----- Provided information
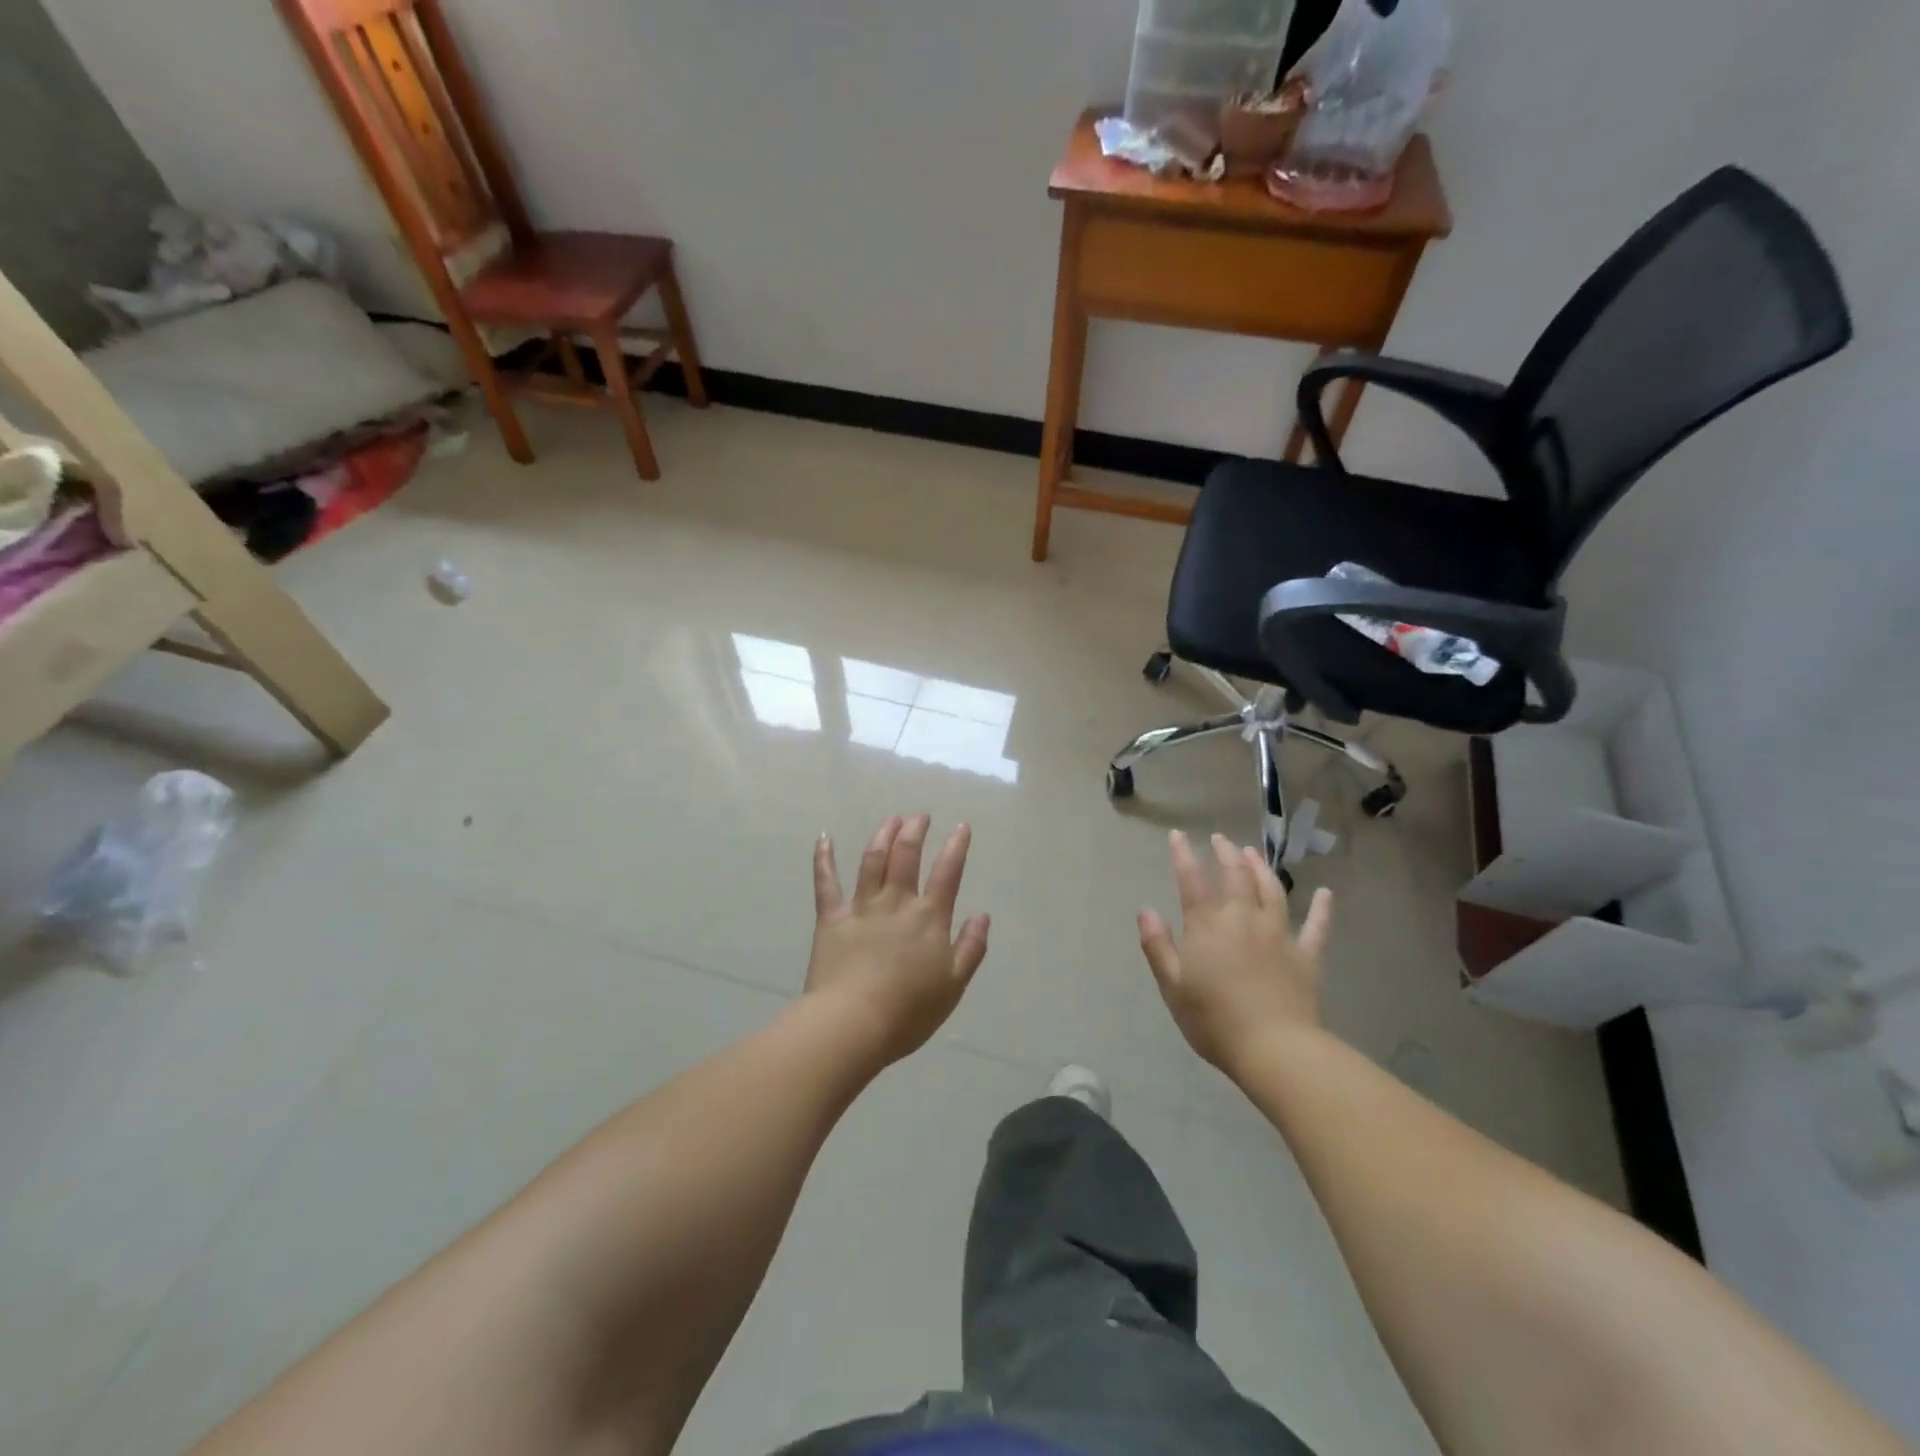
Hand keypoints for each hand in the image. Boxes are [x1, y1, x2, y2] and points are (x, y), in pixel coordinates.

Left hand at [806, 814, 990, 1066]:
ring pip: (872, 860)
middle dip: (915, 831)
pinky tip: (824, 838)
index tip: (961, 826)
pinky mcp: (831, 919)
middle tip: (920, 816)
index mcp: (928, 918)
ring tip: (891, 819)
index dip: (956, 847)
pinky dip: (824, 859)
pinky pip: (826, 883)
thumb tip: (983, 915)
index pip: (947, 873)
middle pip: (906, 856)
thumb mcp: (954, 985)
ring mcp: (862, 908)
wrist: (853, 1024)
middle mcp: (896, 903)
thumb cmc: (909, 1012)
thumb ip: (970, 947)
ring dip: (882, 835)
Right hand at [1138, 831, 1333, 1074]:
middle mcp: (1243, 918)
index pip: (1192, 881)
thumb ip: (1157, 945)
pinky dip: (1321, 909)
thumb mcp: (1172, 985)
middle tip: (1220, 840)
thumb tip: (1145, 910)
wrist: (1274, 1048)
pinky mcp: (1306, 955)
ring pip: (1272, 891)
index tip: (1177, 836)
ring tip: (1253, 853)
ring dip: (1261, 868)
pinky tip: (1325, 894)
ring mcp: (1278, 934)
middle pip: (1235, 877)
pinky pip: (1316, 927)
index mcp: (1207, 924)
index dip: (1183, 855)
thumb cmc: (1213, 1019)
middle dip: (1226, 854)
----------
----- Provided information
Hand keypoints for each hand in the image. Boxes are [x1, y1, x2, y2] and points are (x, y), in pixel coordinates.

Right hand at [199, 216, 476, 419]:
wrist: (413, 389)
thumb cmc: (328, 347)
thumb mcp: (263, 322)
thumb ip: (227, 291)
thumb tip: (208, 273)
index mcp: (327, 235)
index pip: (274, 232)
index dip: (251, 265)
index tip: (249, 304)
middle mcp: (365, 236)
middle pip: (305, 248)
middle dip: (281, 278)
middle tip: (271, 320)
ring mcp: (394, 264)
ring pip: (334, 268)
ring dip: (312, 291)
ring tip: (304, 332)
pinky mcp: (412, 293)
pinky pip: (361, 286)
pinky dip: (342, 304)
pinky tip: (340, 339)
----------
Exercise:
From the records above, give again exactly the lines running from the line with "middle mcp: (1243, 918)" to the line with "ring mcp: (1278, 934)", inclusive.

Final answer:
middle mcp: (1243, 918)
index pip: (1192, 881)
thumb ip: (1157, 945)
pinky dip: (1321, 909)
thumb mcp: (1172, 985)
middle tip: (1220, 840)
thumb tip: (1145, 910)
wrist: (1274, 1048)
pinky mcp: (1306, 955)
ring pip: (1272, 891)
index tip: (1177, 836)
ring tip: (1253, 853)
ring dip: (1261, 868)
pinky tip: (1325, 894)
ring mcp: (1278, 934)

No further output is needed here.